The records that follow are to be printed exactly, with no images.

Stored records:
^^^^
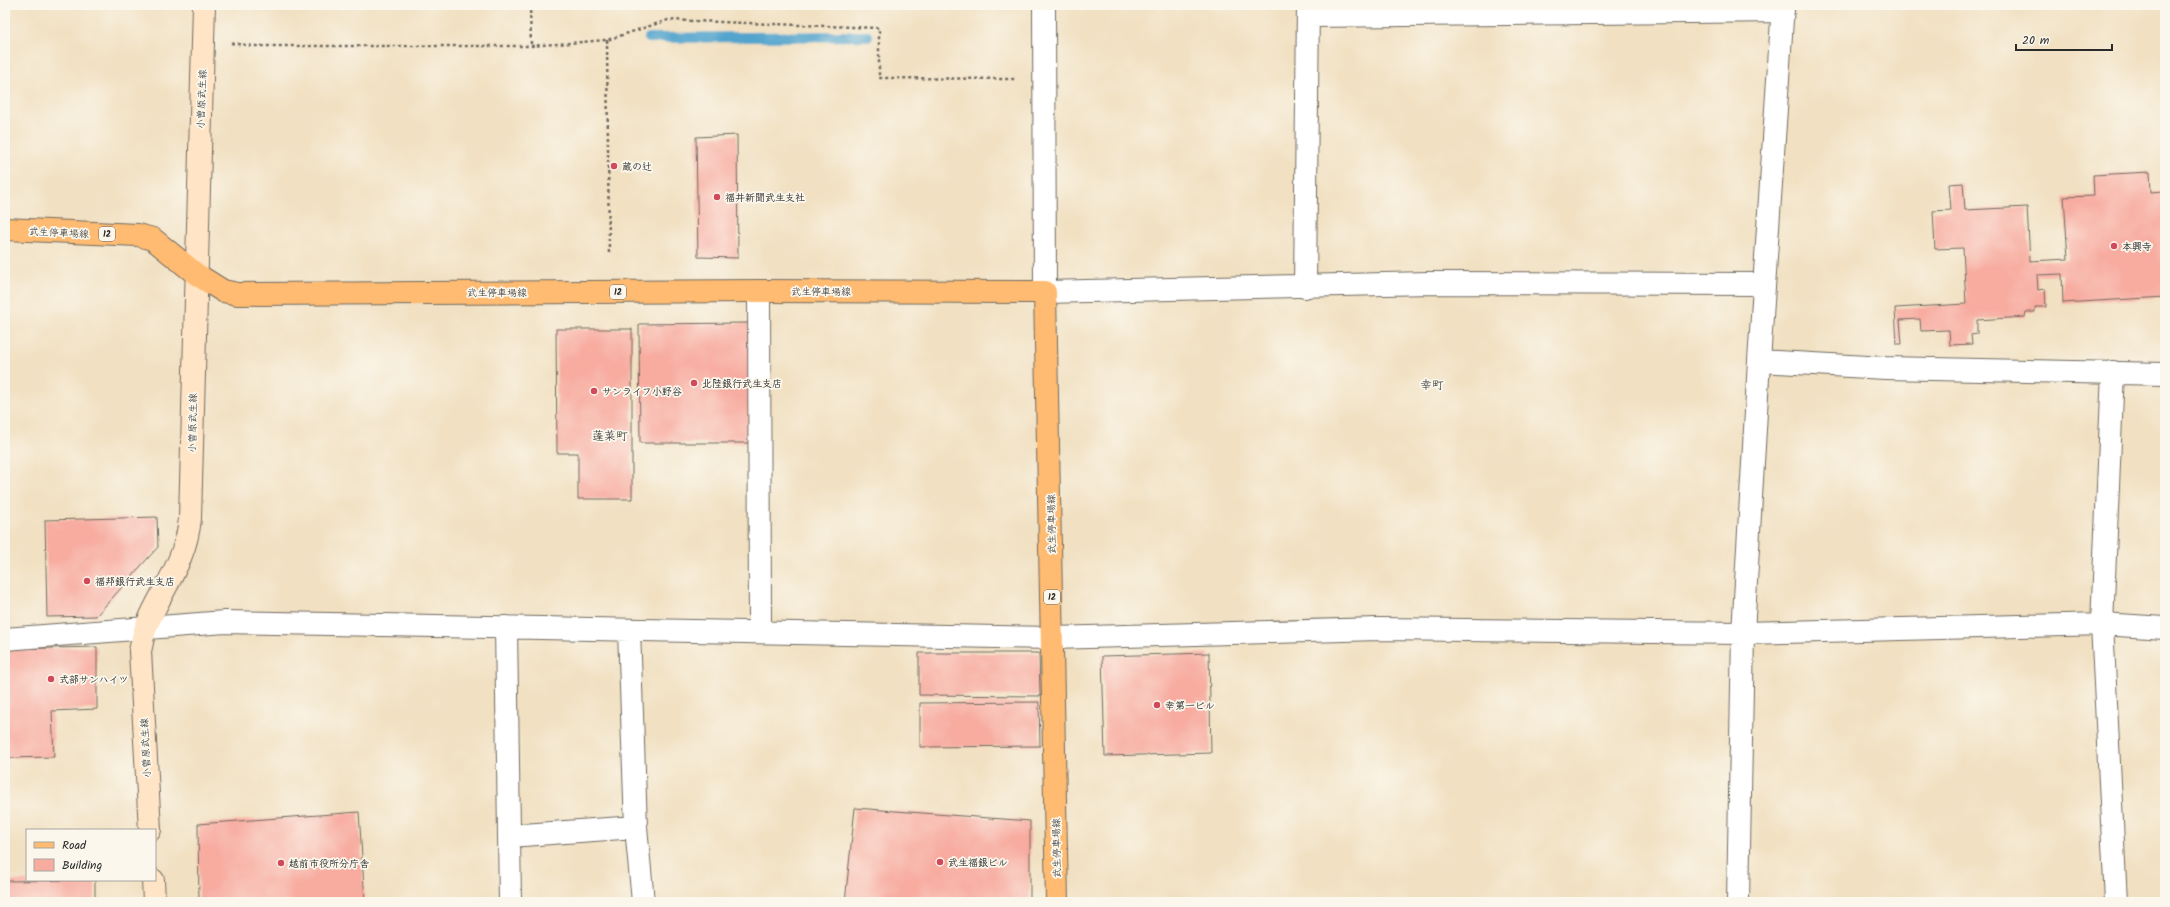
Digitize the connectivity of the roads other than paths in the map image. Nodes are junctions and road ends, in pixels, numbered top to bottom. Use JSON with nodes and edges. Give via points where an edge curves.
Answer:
{"nodes":[{"id":1,"x":204,"y":5,"type":"edge"},
{"id":2,"x":1044,"y":5,"type":"edge"},
{"id":3,"x":1783,"y":8,"type":"edge"},
{"id":4,"x":1308,"y":11,"type":"edge"},
{"id":5,"x":5,"y":229,"type":"edge"},
{"id":6,"x":196,"y":274,"type":"junction"},
{"id":7,"x":1764,"y":284,"type":"junction"},
{"id":8,"x":1305,"y":287,"type":"junction"},
{"id":9,"x":759,"y":291,"type":"junction"},
{"id":10,"x":1045,"y":292,"type":"junction"},
{"id":11,"x":1759,"y":361,"type":"junction"},
{"id":12,"x":2113,"y":372,"type":"junction"},
{"id":13,"x":2165,"y":374,"type":"edge"},
{"id":14,"x":2102,"y":624,"type":"junction"},
{"id":15,"x":506,"y":627,"type":"junction"},
{"id":16,"x":146,"y":628,"type":"junction"},
{"id":17,"x":2165,"y":628,"type":"edge"},
{"id":18,"x":629,"y":630,"type":"junction"},
{"id":19,"x":760,"y":632,"type":"junction"},
{"id":20,"x":1743,"y":633,"type":"junction"},
{"id":21,"x":1053,"y":638,"type":"junction"},
{"id":22,"x":5,"y":639,"type":"edge"},
{"id":23,"x":636,"y":827,"type":"junction"},
{"id":24,"x":150,"y":829,"type":"edge"},
{"id":25,"x":509,"y":836,"type":"junction"},
{"id":26,"x":152,"y":881,"type":"edge"},
{"id":27,"x":154,"y":902,"type":"edge"},
{"id":28,"x":510,"y":902,"type":"edge"},
{"id":29,"x":643,"y":902,"type":"edge"},
{"id":30,"x":1057,"y":902,"type":"edge"},
{"id":31,"x":1738,"y":902,"type":"edge"},
{"id":32,"x":2116,"y":902,"type":"edge"}],
"edges":[{"from":1,"to":6,"type":"main road","name":"小曽原武生線"},
{"from":2,"to":10,"type":"street"},
{"from":3,"to":4,"type":"street"},
{"from":3,"to":7,"type":"street"},
{"from":4,"to":8,"type":"street"},
{"from":5,"to":6,"type":"main road","name":"武生停車場線","number":"12","via":[[138,235],[153,239]]},
{"from":6,"to":9,"type":"main road","name":"武生停車場線","number":"12","via":[[223,291],[238,294]]},
{"from":6,"to":16,"type":"main road","name":"小曽原武生線","via":[[188,540],[180,562]]},
{"from":7,"to":8,"type":"street","via":[[1429,283]]},
{"from":7,"to":11,"type":"street"},
{"from":8,"to":10,"type":"street"},
{"from":9,"to":10,"type":"main road","name":"武生停車場線","number":"12"},
{"from":9,"to":19,"type":"street"},
{"from":10,"to":21,"type":"main road","name":"武生停車場線","number":"12"},
{"from":11,"to":12,"type":"street","via":[[1885,368]]},
{"from":11,"to":20,"type":"street"},
{"from":12,"to":13,"type":"street"},
{"from":12,"to":14,"type":"street"},
{"from":14,"to":17,"type":"street"},
{"from":14,"to":20,"type":"street"},
{"from":14,"to":32,"type":"street"},
{"from":15,"to":16,"type":"street","via":[[225,622]]},
{"from":15,"to":18,"type":"street"},
{"from":15,"to":25,"type":"street"},
{"from":16,"to":22,"type":"street"},
{"from":16,"to":24,"type":"main road","name":"小曽原武生線","via":[[140,651]]},
{"from":18,"to":19,"type":"street"},
{"from":18,"to":23,"type":"street"},
{"from":19,"to":21,"type":"street"},
{"from":20,"to":21,"type":"street","via":[[1378,629]]},
{"from":20,"to":31,"type":"street"},
{"from":21,"to":30,"type":"main road","name":"武生停車場線","number":"12"},
{"from":23,"to":25,"type":"street"},
{"from":23,"to":29,"type":"street"},
{"from":25,"to":28,"type":"street"},
{"from":26,"to":27,"type":"main road"}]}
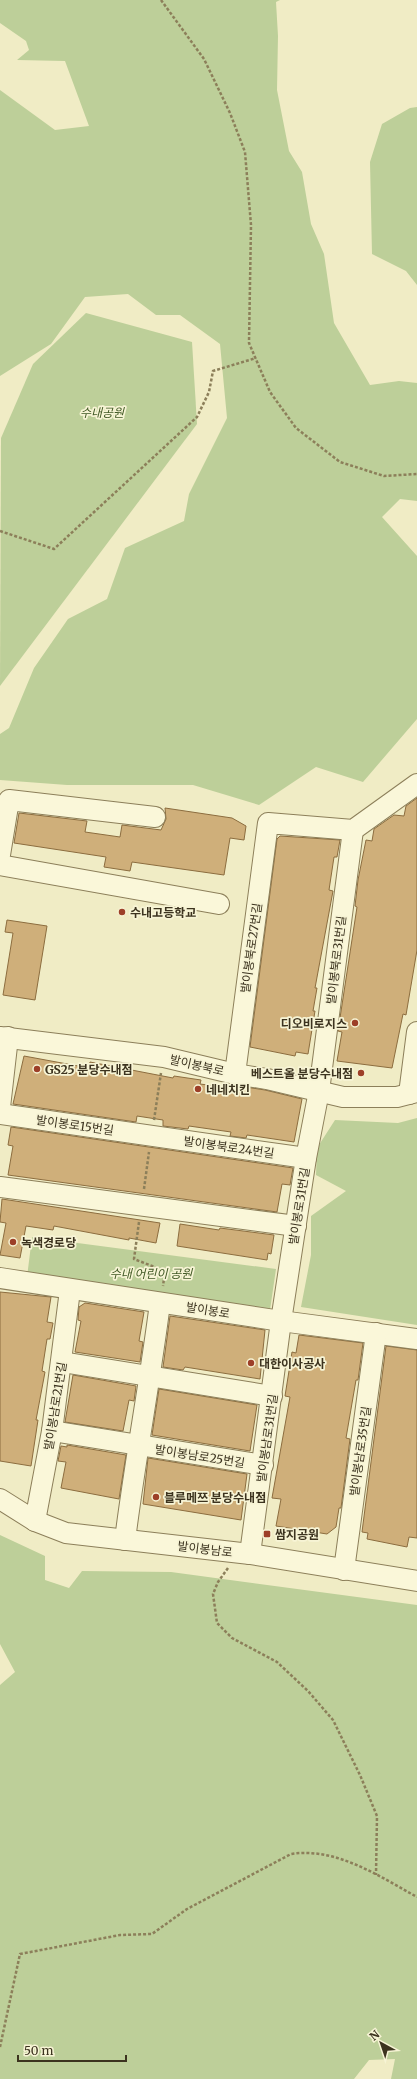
^^^^
» Response to this exercise:
Digitize the connectivity of the roads other than paths in the map image. Nodes are junctions and road ends, in pixels, numbered top to bottom. Use JSON with nodes and edges. Give via points where an edge curves.
Answer:
{"nodes":[{"id":1,"x":204,"y":5,"type":"edge"},
{"id":2,"x":1044,"y":5,"type":"edge"},
{"id":3,"x":1783,"y":8,"type":"edge"},
{"id":4,"x":1308,"y":11,"type":"edge"},
{"id":5,"x":5,"y":229,"type":"edge"},
{"id":6,"x":196,"y":274,"type":"junction"},
{"id":7,"x":1764,"y":284,"type":"junction"},
{"id":8,"x":1305,"y":287,"type":"junction"},
{"id":9,"x":759,"y":291,"type":"junction"},
{"id":10,"x":1045,"y":292,"type":"junction"},
{"id":11,"x":1759,"y":361,"type":"junction"},
{"id":12,"x":2113,"y":372,"type":"junction"},
{"id":13,"x":2165,"y":374,"type":"edge"},
{"id":14,"x":2102,"y":624,"type":"junction"},
{"id":15,"x":506,"y":627,"type":"junction"},
{"id":16,"x":146,"y":628,"type":"junction"},
{"id":17,"x":2165,"y":628,"type":"edge"},
{"id":18,"x":629,"y":630,"type":"junction"},
{"id":19,"x":760,"y":632,"type":"junction"},
{"id":20,"x":1743,"y":633,"type":"junction"},
{"id":21,"x":1053,"y":638,"type":"junction"},
{"id":22,"x":5,"y":639,"type":"edge"},
{"id":23,"x":636,"y":827,"type":"junction"},
{"id":24,"x":150,"y":829,"type":"edge"},
{"id":25,"x":509,"y":836,"type":"junction"},
{"id":26,"x":152,"y":881,"type":"edge"},
{"id":27,"x":154,"y":902,"type":"edge"},
{"id":28,"x":510,"y":902,"type":"edge"},
{"id":29,"x":643,"y":902,"type":"edge"},
{"id":30,"x":1057,"y":902,"type":"edge"},
{"id":31,"x":1738,"y":902,"type":"edge"},
{"id":32,"x":2116,"y":902,"type":"edge"}],
"edges":[{"from":1,"to":6,"type":"main road","name":"小曽原武生線"},
{"from":2,"to":10,"type":"street"},
{"from":3,"to":4,"type":"street"},
{"from":3,"to":7,"type":"street"},
{"from":4,"to":8,"type":"street"},
{"from":5,"to":6,"type":"main road","name":"武生停車場線","number":"12","via":[[138,235],[153,239]]},
{"from":6,"to":9,"type":"main road","name":"武生停車場線","number":"12","via":[[223,291],[238,294]]},
{"from":6,"to":16,"type":"main road","name":"小曽原武生線","via":[[188,540],[180,562]]},
{"from":7,"to":8,"type":"street","via":[[1429,283]]},
{"from":7,"to":11,"type":"street"},
{"from":8,"to":10,"type":"street"},
{"from":9,"to":10,"type":"main road","name":"武生停車場線","number":"12"},
{"from":9,"to":19,"type":"street"},
{"from":10,"to":21,"type":"main road","name":"武生停車場線","number":"12"},
{"from":11,"to":12,"type":"street","via":[[1885,368]]},
{"from":11,"to":20,"type":"street"},
{"from":12,"to":13,"type":"street"},
{"from":12,"to":14,"type":"street"},
{"from":14,"to":17,"type":"street"},
{"from":14,"to":20,"type":"street"},
{"from":14,"to":32,"type":"street"},
{"from":15,"to":16,"type":"street","via":[[225,622]]},
{"from":15,"to":18,"type":"street"},
{"from":15,"to":25,"type":"street"},
{"from":16,"to":22,"type":"street"},
{"from":16,"to":24,"type":"main road","name":"小曽原武生線","via":[[140,651]]},
{"from":18,"to":19,"type":"street"},
{"from":18,"to":23,"type":"street"},
{"from":19,"to":21,"type":"street"},
{"from":20,"to":21,"type":"street","via":[[1378,629]]},
{"from":20,"to":31,"type":"street"},
{"from":21,"to":30,"type":"main road","name":"武生停車場線","number":"12"},
{"from":23,"to":25,"type":"street"},
{"from":23,"to":29,"type":"street"},
{"from":25,"to":28,"type":"street"},
{"from":26,"to":27,"type":"main road"}]}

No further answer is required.